Exercise input section start

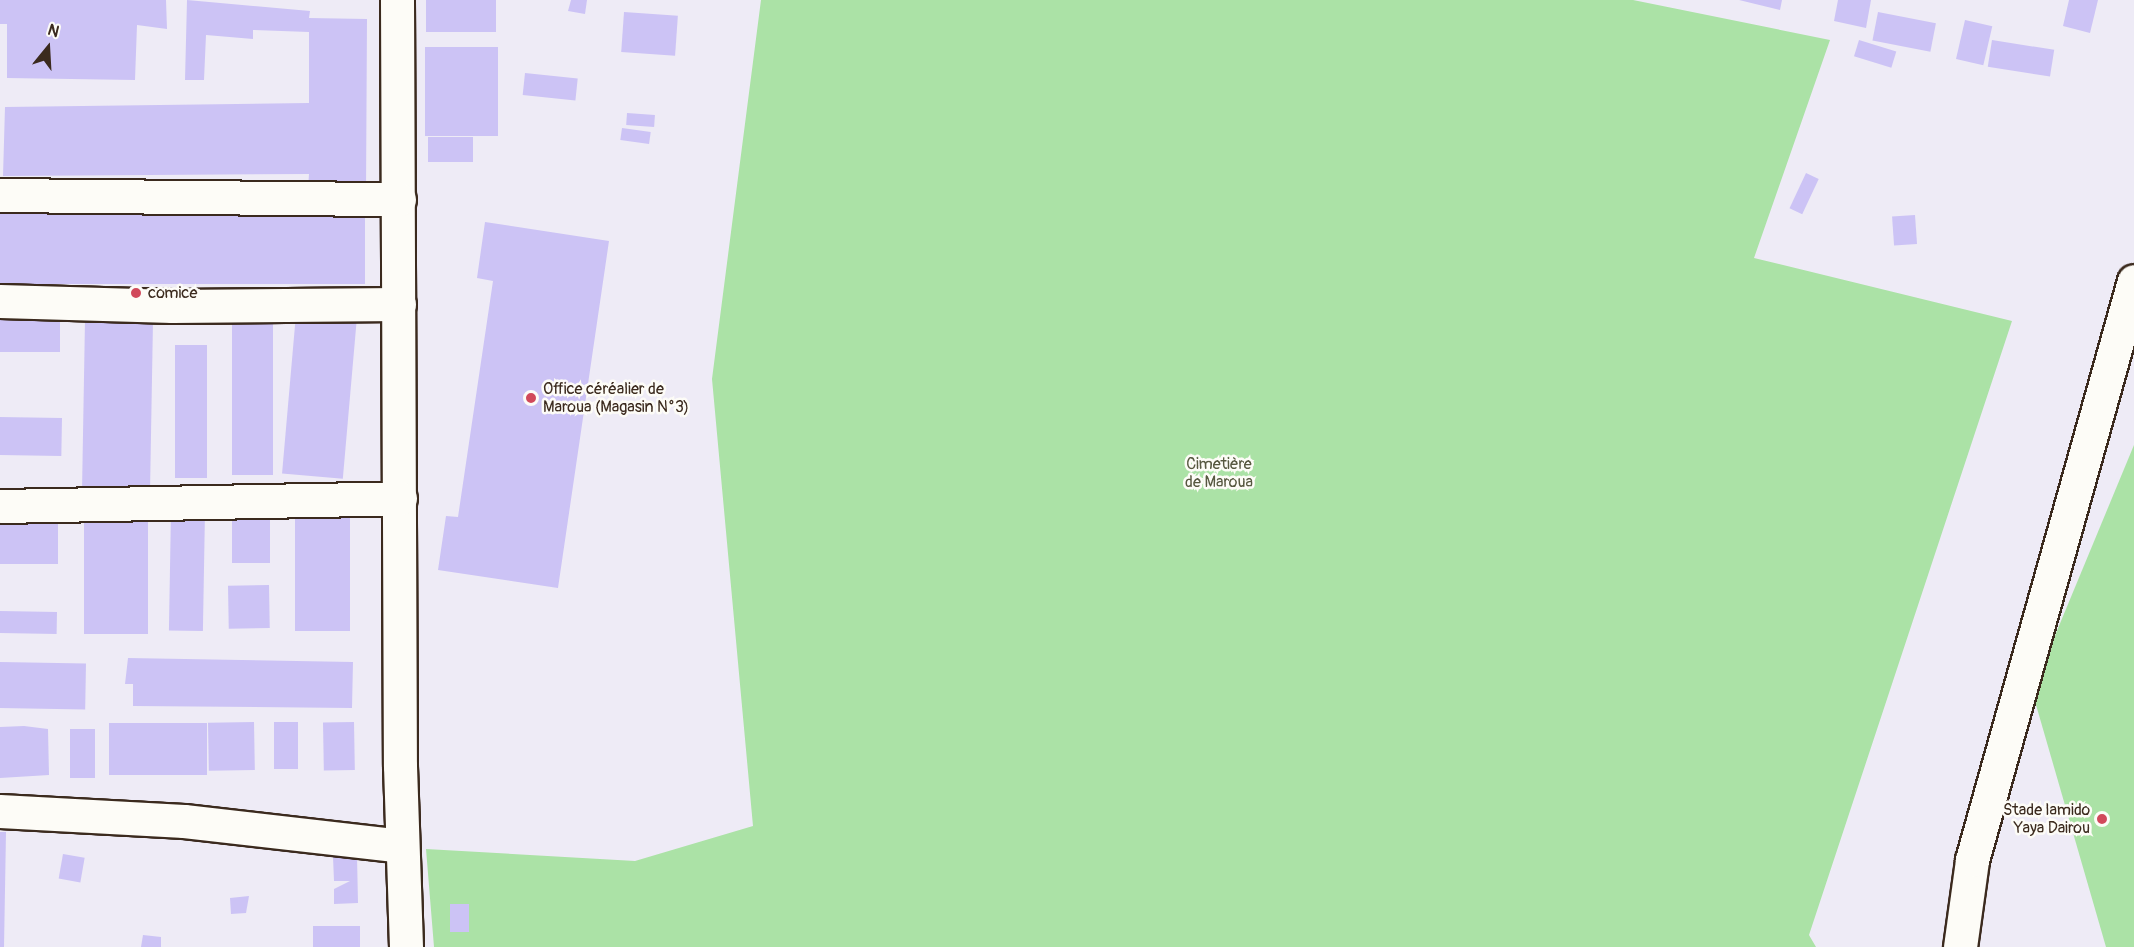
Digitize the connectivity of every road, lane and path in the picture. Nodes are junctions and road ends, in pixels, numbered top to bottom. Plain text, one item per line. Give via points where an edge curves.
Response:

Exercise input section end
Exercise input section start

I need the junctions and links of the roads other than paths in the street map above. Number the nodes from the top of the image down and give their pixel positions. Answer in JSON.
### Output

Exercise input section end

### What the exercise asks
Every line above that holds the string "junctions" should be copied into the answer.

### Answer box
Digitize the connectivity of every road, lane and path in the picture. Nodes are junctions and road ends, in pixels, numbered top to bottom. Plain text, one item per line. Give via points where an edge curves.
I need the junctions and links of the roads other than paths in the street map above. Number the nodes from the top of the image down and give their pixel positions. Answer in JSON.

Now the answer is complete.